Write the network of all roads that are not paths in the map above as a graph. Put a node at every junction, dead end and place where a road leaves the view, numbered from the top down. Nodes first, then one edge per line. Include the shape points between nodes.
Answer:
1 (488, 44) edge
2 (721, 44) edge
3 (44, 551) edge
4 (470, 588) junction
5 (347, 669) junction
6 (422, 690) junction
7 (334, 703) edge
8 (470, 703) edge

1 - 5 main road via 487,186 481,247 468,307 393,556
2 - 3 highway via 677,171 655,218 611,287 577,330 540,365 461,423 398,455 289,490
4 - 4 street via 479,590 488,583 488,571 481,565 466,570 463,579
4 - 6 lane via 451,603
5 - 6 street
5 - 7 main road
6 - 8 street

++++

» WHAT TO PRODUCE
Please transcribe each entry exactly, keeping every word as it is.

» SOLUTION TO THIS EXERCISE
Write the network of all roads that are not paths in the map above as a graph. Put a node at every junction, dead end and place where a road leaves the view, numbered from the top down. Nodes first, then one edge per line. Include the shape points between nodes.
Answer:
1 (488, 44) edge
2 (721, 44) edge
3 (44, 551) edge
4 (470, 588) junction
5 (347, 669) junction
6 (422, 690) junction
7 (334, 703) edge
8 (470, 703) edge

1 - 5 main road via 487,186 481,247 468,307 393,556
2 - 3 highway via 677,171 655,218 611,287 577,330 540,365 461,423 398,455 289,490
4 - 4 street via 479,590 488,583 488,571 481,565 466,570 463,579
4 - 6 lane via 451,603
5 - 6 street
5 - 7 main road
6 - 8 street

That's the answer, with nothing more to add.